En un país medianamente serio, o en una sociedad que conserve algunos de sus resortes normales de reacción, lo descubierto en el llamado Bronx habría bastado para que se cayera el Gobierno entero. Y no ha pasado nada. Señal suficiente de que nos merecemos el Bronx.
Las escenas que han retransmitido los medios de comunicación son tan horripilantes y repugnantes como para llenarnos de vergüenza como colombianos y miembros del género humano. Las legiones de personas perdidas en los laberintos de la droga, hasta llegar a eso que llamamos “habitantes de la calle”, ya bastaran para sacudir hasta la última fibra de nuestra conciencia. Pero es que para caer tan bajo se necesitan escalas, como en los ascensores.
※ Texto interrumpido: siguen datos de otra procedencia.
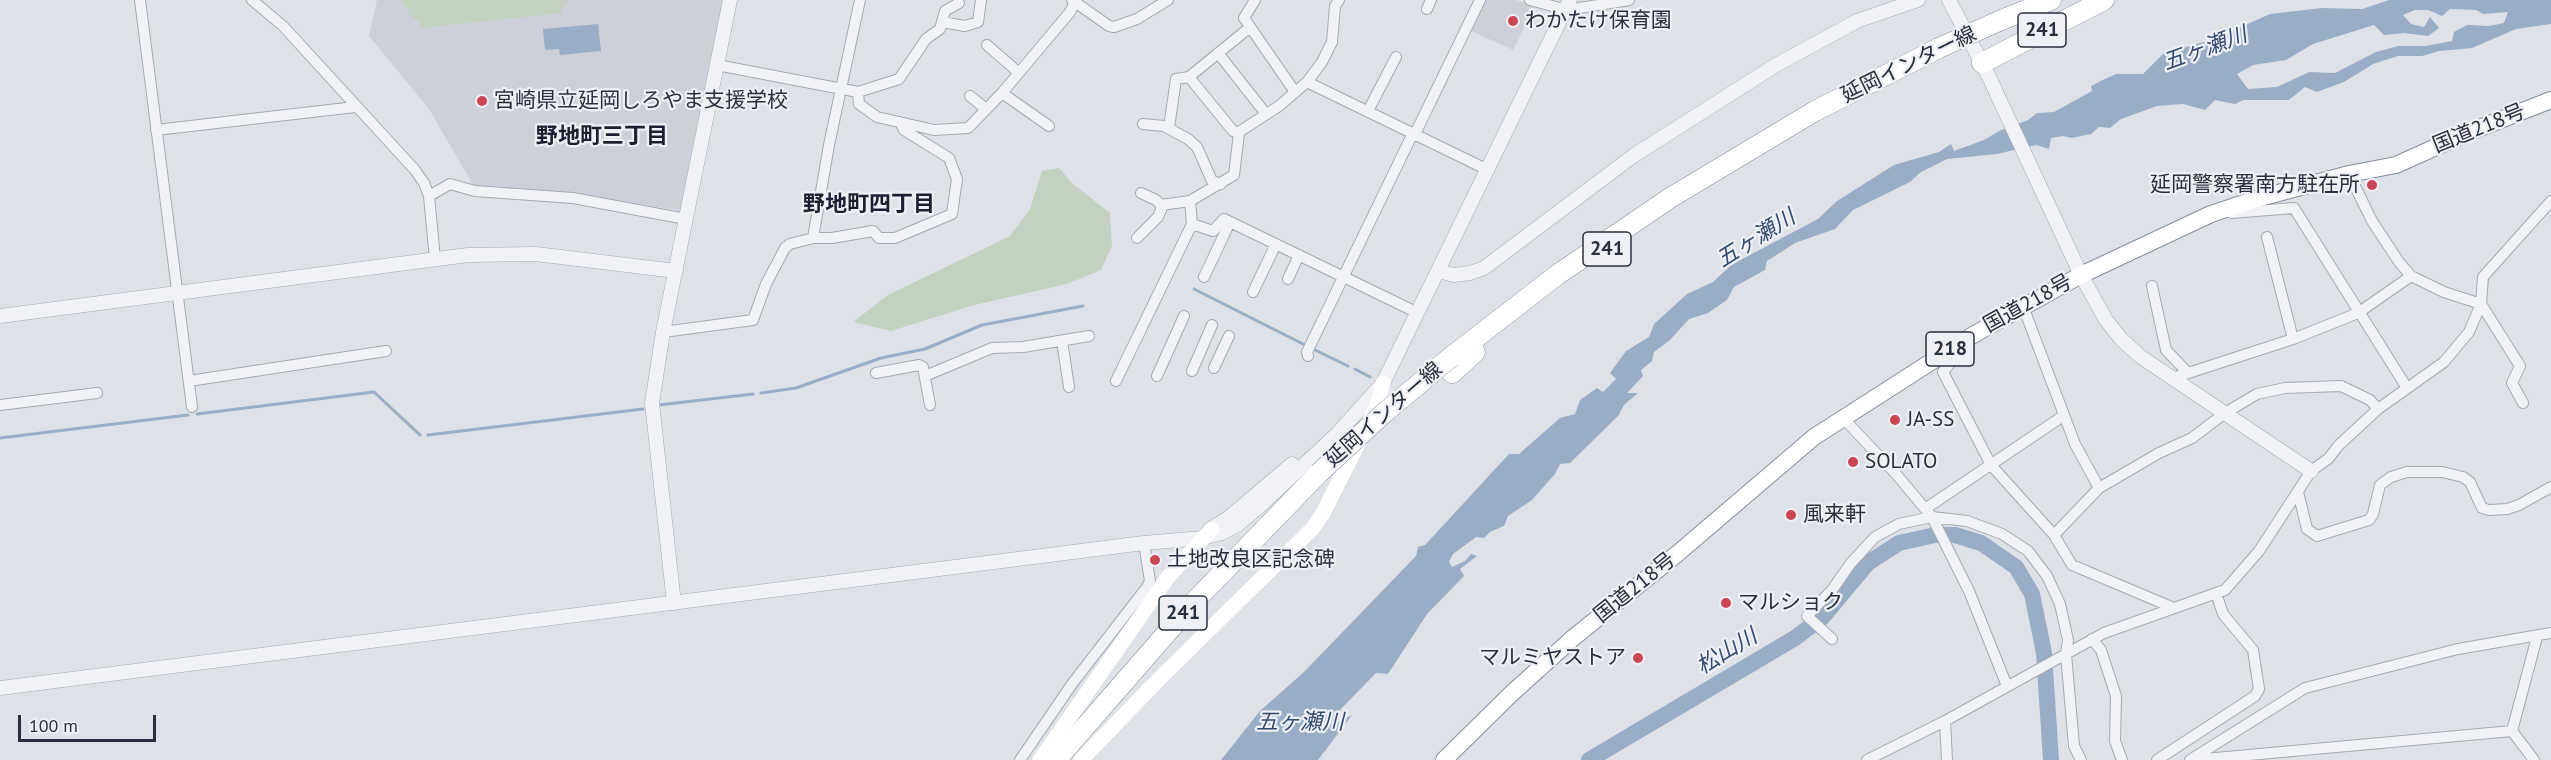 <!DOCTYPE html>
<html>
<head>
<meta charset="utf-8">
<style>
	body { margin:0 }
	#map { position:relative; width:2551px; height:760px; overflow:hidden; background:#dee2e8; font-family:"PT Sans",sans-serif }
	canvas { display:block }
	.scale { position:absolute; left:18px; top:715px; width:138px; height:27px; box-sizing:border-box; border:3px solid #282f3e; border-top:0; padding-left:8px; font-size:18px; line-height:21px; white-space:nowrap; color:#282f3e; -webkit-text-stroke:4px #eef0f5; paint-order:stroke }
</style>
</head>
<body>
<div id="map">
<canvas width="2551" height="760"></canvas>
<div class="scale">100 m</div>
</div>
<script>
const ctx = document.querySelector('canvas').getContext('2d');
ctx.lineJoin = 'round';
function paint(path, color) {
  ctx.fillStyle = color;
  ctx.fill(path, 'evenodd');
}
function poly(rows) {
  const path = new Path2D();
  for (const r of rows) {
    path.moveTo(r[0], r[1]);
    for (let i = 2; i < r.length; i += 2) path.lineTo(r[i], r[i + 1]);
  }
  return path;
}
function trace(path, color, width, dash) {
  ctx.strokeStyle = color;
  ctx.lineWidth = width;
  ctx.lineCap = dash ? 'butt' : 'round';
  ctx.setLineDash(dash || []);
  ctx.stroke(path);
}
function write(font, color, halo, rows, align = 'center') {
  ctx.font = font + ' "PT Sans","Noto Sans JP",sans-serif';
  ctx.lineWidth = 4.5;
  ctx.setLineDash([]);
  ctx.textBaseline = 'middle';
  ctx.strokeStyle = halo;
  ctx.fillStyle = color;
  for (const [text, x, y, turn = 0] of rows) {
    ctx.save();
    ctx.translate(x, y);
    ctx.rotate((+turn || 0) * Math.PI / 180);
    ctx.textAlign = isNaN(turn) ? turn : align;
    if (halo) ctx.strokeText(text, 0, 0);
    ctx.fillText(text, 0, 0);
    ctx.restore();
  }
}
const built = poly([
	[377,0,723,0,682,211,572,193,473,185,429,109,369,36],
	[1484,0,1516,0,1535,6,1513,50,1471,31,1470,29]
]);
const green = poly([
	[401,0,569,0,562,8,562,13,422,28,419,21,411,16],
	[1059,168,1072,183,1110,213,1112,246,1101,270,1067,284,974,305,891,331,853,322,888,295,1010,236,1030,209,1042,171]
]);
const water = poly([
	[2389,0,2551,0,2551,24,2516,29,2472,48,2439,51,2422,56,2398,56,2373,64,2344,82,2317,92,2305,87,2289,100,2243,100,2235,104,2215,100,2205,110,2183,104,2157,106,2121,119,2110,128,2099,127,2091,134,2072,138,2063,136,2051,138,2049,149,2036,145,1997,154,1947,159,1921,172,1910,182,1853,210,1835,229,1795,243,1767,261,1765,270,1734,287,1727,300,1708,313,1689,319,1670,340,1654,352,1652,361,1641,370,1643,376,1627,393,1638,393,1624,405,1618,416,1570,463,1560,464,1555,474,1532,500,1508,516,1504,526,1490,532,1484,538,1476,537,1453,554,1449,562,1452,567,1465,561,1471,554,1477,556,1460,569,1464,576,1427,614,1388,674,1376,673,1336,714,1336,723,1352,715,1318,760,1221,760,1260,711,1304,672,1416,556,1418,547,1425,545,1509,454,1519,454,1560,418,1575,414,1580,400,1597,388,1603,392,1616,379,1610,373,1626,351,1649,337,1654,324,1687,294,1713,282,1731,265,1818,219,1837,201,1894,165,1939,152,1951,144,1954,151,1984,140,1999,131,2028,120,2037,113,2054,112,2092,91,2091,86,2105,79,2116,74,2143,74,2163,54,2214,39,2270,14,2322,8,2362,9],
	[2450,9,2476,10,2483,14,2508,12,2504,23,2489,26,2467,25,2454,32,2452,41,2426,46,2398,46,2376,52,2335,73,2309,72,2277,87,2248,89,2237,74,2253,65,2286,60,2313,44,2374,25,2384,35,2404,33,2428,36,2439,28,2430,17,2424,27,2411,24,2403,15,2415,10,2428,10,2442,16],
	[598,24,601,51,560,55,559,49,545,50,543,29]
]);
const stream = poly([
	[1194,289,1307,346],
	[1313,349,1348,366],
	[1355,369,1370,377],
	[761,393,796,388,881,358,925,349,982,325,1083,306],
	[659,405,753,394],
	[197,414,374,392,420,435],
	[428,435,643,409],
	[0,438,188,415]
]);
const river = poly([
	[1589,760,1795,638,1823,617,1868,563,1899,543,1935,535,1955,535,1981,543,2016,567,2032,594,2044,653,2051,760]
]);
const minor = poly([
	[140,0,192,407],
	[252,0,283,26,415,170,424,183,429,196,435,259],
	[1072,0,1109,26,1114,27,1137,19,1168,0],
	[1255,0,1244,18,1295,92],
	[1530,0,1567,10,1629,0],
	[1427,9,1431,0],
	[942,22,965,26,978,22,981,0],
	[987,45,1018,72],
	[1218,53,1266,114],
	[717,65,858,92,899,79,926,39,940,29,945,11,959,3],
	[1189,77,1233,131,1239,133],
	[1307,82,1488,170],
	[858,92,859,104,877,117,934,130,968,128,1002,93,1070,12,1076,0],
	[1002,93,1049,126],
	[970,96,986,109],
	[1368,111,1396,57],
	[1143,124,1164,126,1188,139,1197,147,1212,181,1221,184],
	[1169,128,1176,79,1189,77,1249,28],
	[156,130,355,107],
	[1415,134,1480,0],
	[2349,174,2372,221,2399,262,2411,276,2444,292,2481,304,2520,366,2512,383,2523,403],
	[429,196,450,184,475,191,573,198,686,219],
	[1190,201,1192,224],
	[1161,205,1190,201,1234,175,1239,133,1242,130,1279,106,1307,82,1322,62,1332,42,1335,6,1339,0],
	[2231,213,2294,208,2407,388],
	[2267,237,2293,339],
	[813,238,832,238,873,231,879,238,895,238,952,214,957,179,949,158,904,130,900,122],
	[1137,238,1158,217,1161,210,1161,205,1156,200,1141,193],
	[1204,277,1230,222],
	[1288,279,1299,255],
	[2152,286,2166,350,2188,373],
	[1253,292,1276,244],
	[2021,307,2024,309,2075,444,2099,488],
	[663,332,753,320,766,284,785,248,790,244,813,238,829,145,860,0],
	[1062,341,1069,387],
	[1965,345,1943,372,1991,465,2054,535],
	[1308,356,1307,352,1413,133],
	[1214,368,1229,336],
	[1192,371,1212,325],
	[876,373,919,365,923,367,930,405],
	[925,376,992,348,1023,347,1089,336],
	[1157,376,1184,316],
	[2173,378,2293,339,2358,313,2411,276],
	[189,381,386,351],
	[1116,381,1192,224,1213,231,1224,219,1418,313],
	[0,405,97,393],
	[1843,418,1896,474,1932,517,1969,591,2007,686],
	[2298,492,2307,529,2317,536,2369,520,2373,514,2380,485,2391,477,2407,472,2442,472,2463,477,2470,482,2482,508,2489,510,2507,509,2519,505,2551,487],
	[1925,509,2063,416],
	[2174,608,2072,565,2054,535,2099,488,2159,453,2192,438,2225,413,2257,394,2285,388,2341,386,2370,400,2378,409],
	[1832,639,1807,616,1832,590,1851,563,1875,537,1899,524,1932,517,1967,521,2002,534,2028,551,2047,576,2060,604,2068,640,2066,654,2074,746,2081,760],
	[2092,639,2101,650,2116,696,2115,741,2122,760],
	[1945,721,1947,760],
	[2512,731,2537,637],
	[2512,731,2534,760],
	[1020,760,1072,684,1147,587,1150,581,1144,543],
	[1867,760,1945,721,2104,633,2225,590,2259,551,2311,471,2328,459,2339,445,2378,409,2444,362,2469,332,2481,304,2483,277,2551,201],
	[2157,760,2255,696,2259,689,2253,650,2223,614,2216,593],
	[2190,760,2305,688,2458,649,2551,633],
	[2194,760,2512,731]
]);
const tertiary = poly([
	[1949,0,1989,77,2081,275,2106,320,2121,339,2141,357,2311,471],
	[1438,271,1454,275,1470,273,1484,268,1633,156,1776,65,1857,21,1918,0],
	[0,316,468,255,536,254,676,271],
	[1209,530,1227,519,1292,464],
	[674,603,652,403,663,332,730,0],
	[0,688,1144,543,1203,538,1222,533,1237,525,1261,505,1338,433,1383,383,1570,0]
]);
const secondary = poly([
	[1040,760,1168,577,1212,529],
	[1081,760,1160,678,1312,529,1322,515,1378,404,1383,383]
]);
const trunk = poly([
	[1444,760,1511,694,1573,638,1677,554,1814,437,1973,335,2081,275,2211,214,2256,199,2349,174,2396,165,2467,133,2551,100]
]);
const motorway = poly([
	[1999,21,2051,0],
	[1982,63,2104,0],
	[1451,357,1557,275,1670,198,1815,111,1939,48],
	[1452,373,1475,352],
	[1056,760,1193,603,1319,473]
]);
const motorwayBridge = poly([
	[1939,48,1999,21],
	[1319,473,1384,413,1451,357]
]);
const markers = [
	[1513,21,6,"#ca4653"],
	[482,101,6,"#ca4653"],
	[2372,185,6,"#ca4653"],
	[1895,420,6,"#ca4653"],
	[1853,462,6,"#ca4653"],
	[1791,515,6,"#ca4653"],
	[1155,560,6,"#ca4653"],
	[1726,603,6,"#ca4653"],
	[1638,658,6,"#ca4653"]
];
const shields = [
	[2042,30,48],
	[1607,249,48],
	[1950,349,48],
	[1183,613,48]
];
const shieldNames = [
	["241",2042,30],
	["241",1607,249],
	["218",1950,349],
	["241",1183,613]
];
const poiNames = [
	["わかたけ保育園",1525,21],
	["宮崎県立延岡しろやま支援学校",494,101],
	["延岡警察署南方駐在所",2360,185,"right"],
	["JA-SS",1907,420],
	["SOLATO",1865,462],
	["風来軒",1803,515],
	["土地改良区記念碑",1167,560],
	["マルショク",1738,603],
	["マルミヤストア",1626,658,"right"]
];
const streetNames = [
	["延岡インター線",1909,65,-26],
	["国道218号",2479,129,-22],
	["国道218号",2028,304,-29],
	["延岡インター線",1384,415,-41],
	["国道218号",1635,588,-39]
];
const waterNames = [
	["五ヶ瀬川",2205,49,-20],
	["五ヶ瀬川",1756,239,-32],
	["松山川",1727,652,-31],
	["五ヶ瀬川",1300,723]
];
const neighbourhoodNames = [
	["野地町三丁目",602,137],
	["野地町四丁目",869,205]
];
paint(built, '#cdd0d9');
paint(green, '#c3d1c0');
paint(water, '#9aadc7');
trace(stream, '#9aadc7', 3);
trace(river, '#9aadc7', 16);
trace(minor, '#a4a9b2', 12);
trace(tertiary, '#a4a9b2', 15);
trace(trunk, '#868e9e', 18);
trace(motorway, '#868e9e', 21);
trace(minor, '#f1f2f6', 10);
trace(tertiary, '#f1f2f6', 14);
trace(secondary, '#fff', 15);
trace(trunk, '#fff', 16);
trace(motorway, '#fff', 20);
trace(motorwayBridge, '#868e9e', 21, []);
trace(motorwayBridge, '#fff', 20);
for (const [x, y, r, color] of markers) {
  const dot = new Path2D();
  dot.arc(x, y, r, 0, 2 * Math.PI);
  ctx.fillStyle = color;
  ctx.fill(dot);
  trace(dot, '#eef0f5', 2);
}
for (const [x, y, w] of shields) {
  const box = new Path2D();
  box.roundRect(x - w / 2, y - 17, w, 34, 4.5);
  ctx.fillStyle = '#eef0f5';
  ctx.fill(box);
  trace(box, '#282f3e', 1.5);
}
write('bold 20px', '#282f3e', null, shieldNames);
write('21px', '#282f3e', '#eef0f5', poiNames, 'left');
write('21px', '#282f3e', '#eef0f5', streetNames);
write('italic 22px', '#334b71', '#eef0f5', waterNames);
write('bold 22px', '#1a202f', '#eef0f5', neighbourhoodNames);
</script>
</body>
</html>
La historia de las niñas apenas púberes que llegan al Bronx enloquecidas por la droga y que las prostituyen sin clemencia hasta el día en que ya no despiertan interés de la clientela, es demasiado fuerte para cualquier novelista de terror. Entonces, las tiran a la calle, o las matan para que perros feroces devoren lo que queda de ellas. Y eso pasa con los clientes que no paguen la droga o los alquileres de aquellas pocilgas inmundas. Y si no resulta práctico disolver sus cuerpos en canecas con ácidos, hay un equipo especializado en cargar cadáveres para tirarlos en la Avenida Caracas, una de las más concurridas de la ciudad. Allá los recogen las autoridades, en un ritual que se llama el levantamiento de un cuerpo desconocido y asunto concluido. Nadie pregunta de dónde llegaron esos restos. Los jueces andan muy ocupados en otros menesteres.